University of Michigan energy researchers are working to overcome these challenges through a multi-pronged approach that enhances the capability of batteries that use established materials while developing the next generation batteries that need to pack more energy and be safer.

This work is highlighted in recent advances including:

  • An innovative laser-patterning process for producing three-dimensional graphite anode architectures that can enable highly efficient fast-charging of lithium-ion batteries, done through a collaboration among UMEI faculty affiliates Katsuyo Thornton, Jeff Sakamoto and Neil Dasgupta along with their students and colleagues.
  • Advances in the use of Electrochemical Impedance Spectroscopy (EIS) to more effectively probe the intrinsic properties of materials used for lithium-ion battery cathodes and other energy applications, led by UMEI faculty affiliate Katsuyo Thornton.
  • New insights into how to craft composite electrodes suitable for making solid-state batteries, obtained through sophisticated analysis of the material stresses that ultimately cause their degradation by UMEI faculty affiliates Jeff Sakamoto, Katsuyo Thornton and colleagues.
  • Breakthrough coupling of solid-state electrolytes with a Li-metal anode to create a path for developing inherently safe batteries with high energy density. Graduate student Michael Wang and Professor Jeff Sakamoto in a Nature Communications article have demonstrated the holy grail of battery anodes, namely, an anode made out of pure, in situ-formed Lithium metal.

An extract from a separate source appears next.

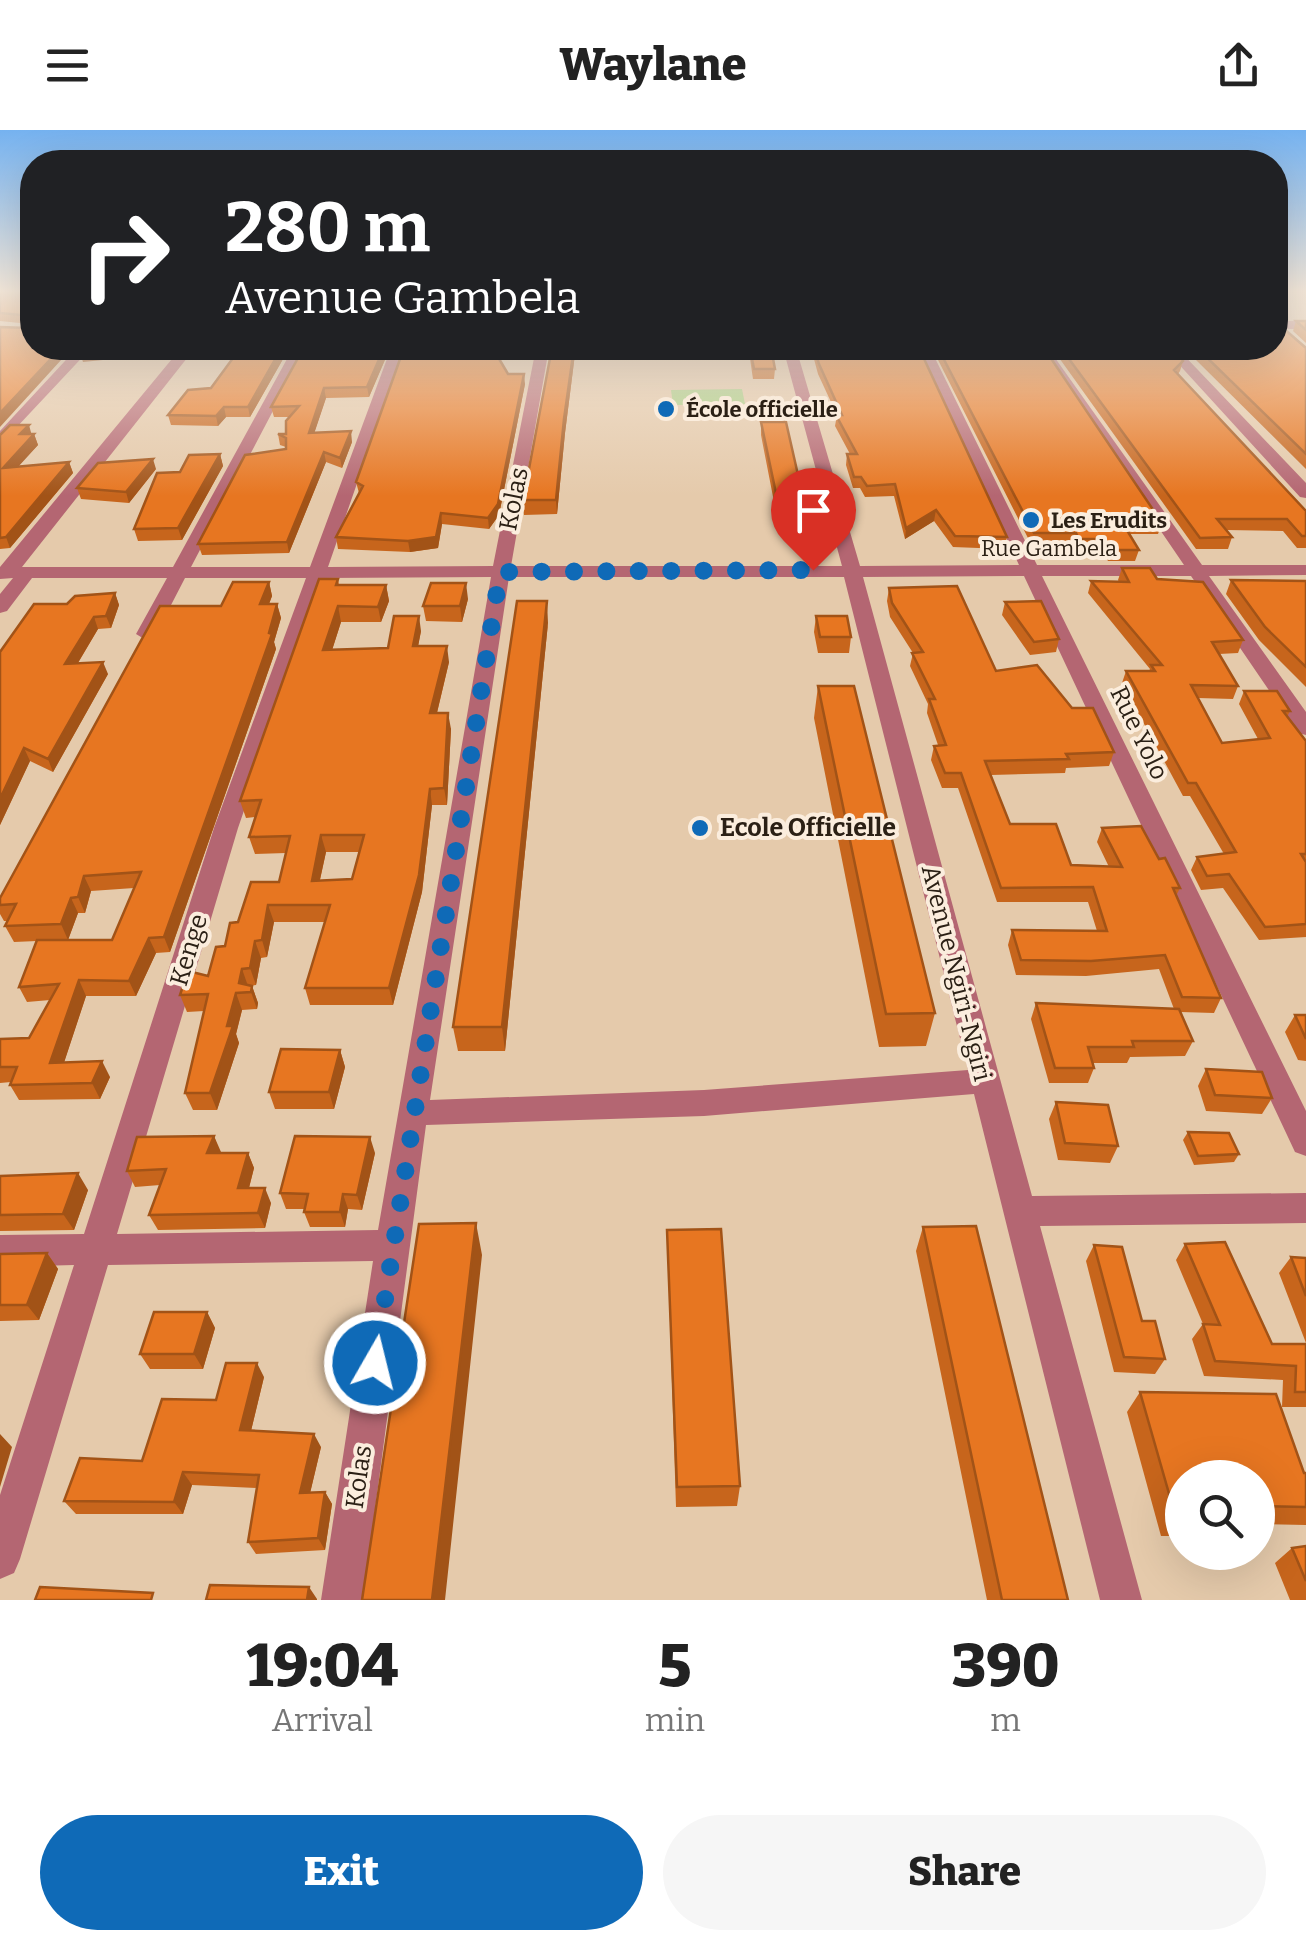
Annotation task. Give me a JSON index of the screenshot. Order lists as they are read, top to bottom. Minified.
{"streets":{"street":["Kolas","Rue Gambela","Rue Yolo","Kenge","Avenue Ngiri-Ngiri"]},"crossings":[["Kolas","Rue Gambela"],["Rue Gambela","Rue Yolo"],["Rue Gambela","Kenge"],["Rue Gambela","Avenue Ngiri-Ngiri"]],"places":["École officielle","Les Erudits","Ecole Officielle"],"page":{"header":"Waylane","turn":["280 m","Avenue Gambela"],"eta":["19:04","Arrival","5","min","390","m"],"buttons":["Exit","Share"]}}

A figure from Nature Communications showing the expected gains in energy density from the solid states batteries with pure and in situ-formed Lithium metal.

These items are just a small sample of work that draws on the deep bench of expertise among UMEI faculty affiliates who are advancing progress in materials science and engineering for energy applications. A wide range of creative collaborations are underway among U-M leaders in solid-state electrolytes, the engineering of material interfaces, in situ electrochemistry, atomistic and multi-physics modeling, electro- and thermo-chemical characterization, materials synthesis, nano-scale fabrication, electrochemical architecture, and related specializations.

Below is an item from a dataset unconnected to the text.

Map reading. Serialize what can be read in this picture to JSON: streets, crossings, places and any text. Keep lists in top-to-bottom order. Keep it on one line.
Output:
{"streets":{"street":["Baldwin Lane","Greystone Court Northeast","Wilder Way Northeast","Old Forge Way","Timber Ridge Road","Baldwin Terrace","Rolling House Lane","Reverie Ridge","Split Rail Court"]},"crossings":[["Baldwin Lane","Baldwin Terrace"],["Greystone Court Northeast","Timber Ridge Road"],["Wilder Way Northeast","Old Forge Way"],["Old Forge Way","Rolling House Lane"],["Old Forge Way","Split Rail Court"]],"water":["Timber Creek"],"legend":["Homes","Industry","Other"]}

Fig. 1. Schematic illustration of anode fabrication processes showing slurry casting, calendered conventional high-tortuosity graphite anode, and highly ordered laser-patterned electrode (HOLE) design. Li-ion concentration gradients are reduced in the HOLE architecture due to the improved ionic transport in the vertical pore channels.

Fig 2:

Fig 2 Top-down and cross-sectional SEM images of the (a–d) HOLE anode and (e–g) conventional high-tortuosity anode.  3-D surface reconstructions from high-resolution optical microscope images showing the shape of tapered pore channels.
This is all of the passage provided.